Navajo Lake State Park
Navajo Lake State Park, which includes the second largest reservoir in the state, is in the Four Corners region of northwestern New Mexico, 25–30 mi east of Bloomfield. Navajo Dam was built in 1958–1962 by the U.S. Bureau of Reclamation for flood control, recreation, sediment control, and to provide water to the Navajo Indian Irrigation Project, one of the many projects of the basin-wide Colorado River Storage Project established in 1956. The Navajo Indian Irrigation Project, founded in 1962, provides water for approximately 110,000 acres of farmland on the Navajo Indian Reservation. The dam traps water from the San Juan, Piedra, and Los Pinos Rivers and Sambrito and La Jara Creeks. The dam consists of an earth- and rock-filled structure that extends 3,648 ft across the San Juan River and is 402 ft high at an elevation of 6,085 ft. In the reservoir area, five cemeteries, 4 miles of Colorado state highway, and 6.5 miles of railroad were relocated. The city of Farmington has operated a 30-megawatt hydroelectric power plant at Navajo Dam since 1987. When full, the reservoir covers 15,590 acres.
San Ysidro Area
Adam Read
A spectacular, eroded anticline and syncline pair lies between the Ojito Wilderness and the village of San Ysidro in north-central New Mexico. The San Ysidro area lies near the intersection of four significant geologic features, including the mildly deformed Colorado Plateau to the west, the Laramide-age (75 to 55 million years old) Sierra Nacimiento uplift to the north, and the late Oligocene to Miocene Rio Grande rift to east. The northeast-trending Jemez lineament, characterized by young volcanism, cuts across all three geologic provinces.

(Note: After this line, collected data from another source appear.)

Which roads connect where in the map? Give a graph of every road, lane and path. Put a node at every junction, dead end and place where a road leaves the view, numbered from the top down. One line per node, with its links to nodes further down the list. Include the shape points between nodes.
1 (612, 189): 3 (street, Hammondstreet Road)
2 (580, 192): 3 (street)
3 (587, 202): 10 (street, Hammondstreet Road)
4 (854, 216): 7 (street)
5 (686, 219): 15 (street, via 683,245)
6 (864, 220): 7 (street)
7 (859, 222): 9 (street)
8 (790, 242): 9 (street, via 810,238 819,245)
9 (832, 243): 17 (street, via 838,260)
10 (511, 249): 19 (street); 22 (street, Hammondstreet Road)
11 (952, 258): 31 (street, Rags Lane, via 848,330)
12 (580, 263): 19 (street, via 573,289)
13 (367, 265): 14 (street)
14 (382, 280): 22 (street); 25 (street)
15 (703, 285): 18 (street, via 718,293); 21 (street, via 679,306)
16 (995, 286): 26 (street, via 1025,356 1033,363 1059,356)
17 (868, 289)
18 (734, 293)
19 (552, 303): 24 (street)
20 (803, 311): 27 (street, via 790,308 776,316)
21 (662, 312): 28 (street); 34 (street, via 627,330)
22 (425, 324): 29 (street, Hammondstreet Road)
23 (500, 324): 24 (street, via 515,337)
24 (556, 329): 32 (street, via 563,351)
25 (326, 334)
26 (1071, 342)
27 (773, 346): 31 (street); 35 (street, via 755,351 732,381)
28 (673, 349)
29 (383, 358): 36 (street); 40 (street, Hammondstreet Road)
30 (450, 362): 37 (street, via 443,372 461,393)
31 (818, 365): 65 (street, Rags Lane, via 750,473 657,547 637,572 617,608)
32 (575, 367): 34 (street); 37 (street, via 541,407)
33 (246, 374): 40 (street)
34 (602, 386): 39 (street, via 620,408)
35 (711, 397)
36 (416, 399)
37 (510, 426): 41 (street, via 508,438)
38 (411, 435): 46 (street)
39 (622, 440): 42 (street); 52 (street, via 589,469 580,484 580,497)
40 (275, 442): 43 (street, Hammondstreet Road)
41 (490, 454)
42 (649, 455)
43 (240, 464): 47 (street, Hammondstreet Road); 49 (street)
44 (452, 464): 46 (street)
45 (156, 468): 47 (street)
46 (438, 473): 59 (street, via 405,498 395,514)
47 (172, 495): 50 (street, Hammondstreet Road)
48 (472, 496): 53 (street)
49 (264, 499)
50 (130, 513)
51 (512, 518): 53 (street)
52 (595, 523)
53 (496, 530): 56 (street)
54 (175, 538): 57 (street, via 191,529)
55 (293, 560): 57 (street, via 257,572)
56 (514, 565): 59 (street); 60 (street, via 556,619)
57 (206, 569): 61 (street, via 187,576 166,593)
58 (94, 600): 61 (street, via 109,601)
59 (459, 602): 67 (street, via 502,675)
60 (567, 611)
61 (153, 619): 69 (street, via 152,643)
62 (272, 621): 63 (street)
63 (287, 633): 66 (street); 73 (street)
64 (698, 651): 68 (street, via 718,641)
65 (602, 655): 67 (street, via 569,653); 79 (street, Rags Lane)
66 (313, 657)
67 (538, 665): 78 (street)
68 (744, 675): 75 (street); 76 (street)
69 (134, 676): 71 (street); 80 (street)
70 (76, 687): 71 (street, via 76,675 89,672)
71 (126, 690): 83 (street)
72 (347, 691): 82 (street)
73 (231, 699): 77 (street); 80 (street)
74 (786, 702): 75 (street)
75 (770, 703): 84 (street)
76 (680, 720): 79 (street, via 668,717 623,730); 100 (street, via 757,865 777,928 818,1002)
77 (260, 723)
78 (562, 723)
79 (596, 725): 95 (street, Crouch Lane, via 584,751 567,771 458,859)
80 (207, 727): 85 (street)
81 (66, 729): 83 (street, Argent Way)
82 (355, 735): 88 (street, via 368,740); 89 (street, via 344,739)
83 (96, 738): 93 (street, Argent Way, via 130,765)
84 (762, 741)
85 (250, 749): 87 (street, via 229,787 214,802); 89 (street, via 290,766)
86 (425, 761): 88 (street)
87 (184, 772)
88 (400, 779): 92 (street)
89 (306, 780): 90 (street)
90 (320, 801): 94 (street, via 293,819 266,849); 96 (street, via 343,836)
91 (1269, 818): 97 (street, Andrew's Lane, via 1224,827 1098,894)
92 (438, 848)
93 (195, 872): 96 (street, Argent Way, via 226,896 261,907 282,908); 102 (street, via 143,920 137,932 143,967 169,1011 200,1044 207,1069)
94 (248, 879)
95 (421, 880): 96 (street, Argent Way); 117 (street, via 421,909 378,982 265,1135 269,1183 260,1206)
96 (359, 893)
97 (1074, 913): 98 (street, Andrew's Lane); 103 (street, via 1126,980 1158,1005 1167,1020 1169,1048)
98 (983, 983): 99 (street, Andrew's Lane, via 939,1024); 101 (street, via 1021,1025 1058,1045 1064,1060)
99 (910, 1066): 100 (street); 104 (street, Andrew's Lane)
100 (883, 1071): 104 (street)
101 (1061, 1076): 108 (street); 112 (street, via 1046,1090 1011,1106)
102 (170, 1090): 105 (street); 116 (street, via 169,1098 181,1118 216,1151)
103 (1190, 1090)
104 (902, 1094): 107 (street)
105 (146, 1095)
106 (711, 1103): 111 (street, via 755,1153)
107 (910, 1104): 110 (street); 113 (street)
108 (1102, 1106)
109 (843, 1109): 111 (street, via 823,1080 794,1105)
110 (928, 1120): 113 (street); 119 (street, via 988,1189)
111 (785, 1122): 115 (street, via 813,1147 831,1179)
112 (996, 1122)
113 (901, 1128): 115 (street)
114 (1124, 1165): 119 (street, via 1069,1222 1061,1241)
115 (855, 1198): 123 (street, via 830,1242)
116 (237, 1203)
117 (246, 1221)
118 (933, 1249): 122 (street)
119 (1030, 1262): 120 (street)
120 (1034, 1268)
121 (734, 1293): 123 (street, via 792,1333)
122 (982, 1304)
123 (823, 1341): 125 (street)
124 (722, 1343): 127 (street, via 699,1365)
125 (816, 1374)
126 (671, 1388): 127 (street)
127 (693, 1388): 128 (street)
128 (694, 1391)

The <15 million year old Jemez volcanic field is visible to the northeast, the 2 to 3 million year old Puerco Necks, including Cabezon Peak, are located just to the west, and the 1.5 to 3.3 million year old Mount Taylor volcano can be seen on the skyline to the west.
City of Rocks State Park
Matt Zimmerer
City of Rocks State Park is truly a geologic monument; it is formed by large sculptured rock columns (pinnacles) or boulders rising as high as 40 ft and separated by paths or lanes resembling city streets. About 34.9 million years ago a large volcano erupted, forming the rocks in an instant (geologically speaking); then erosion over millions of years slowly formed the sculptured columns that now provide a natural playground for children and adults alike. City of Rocks State Park was established in May 1952 to preserve this geologic wonder.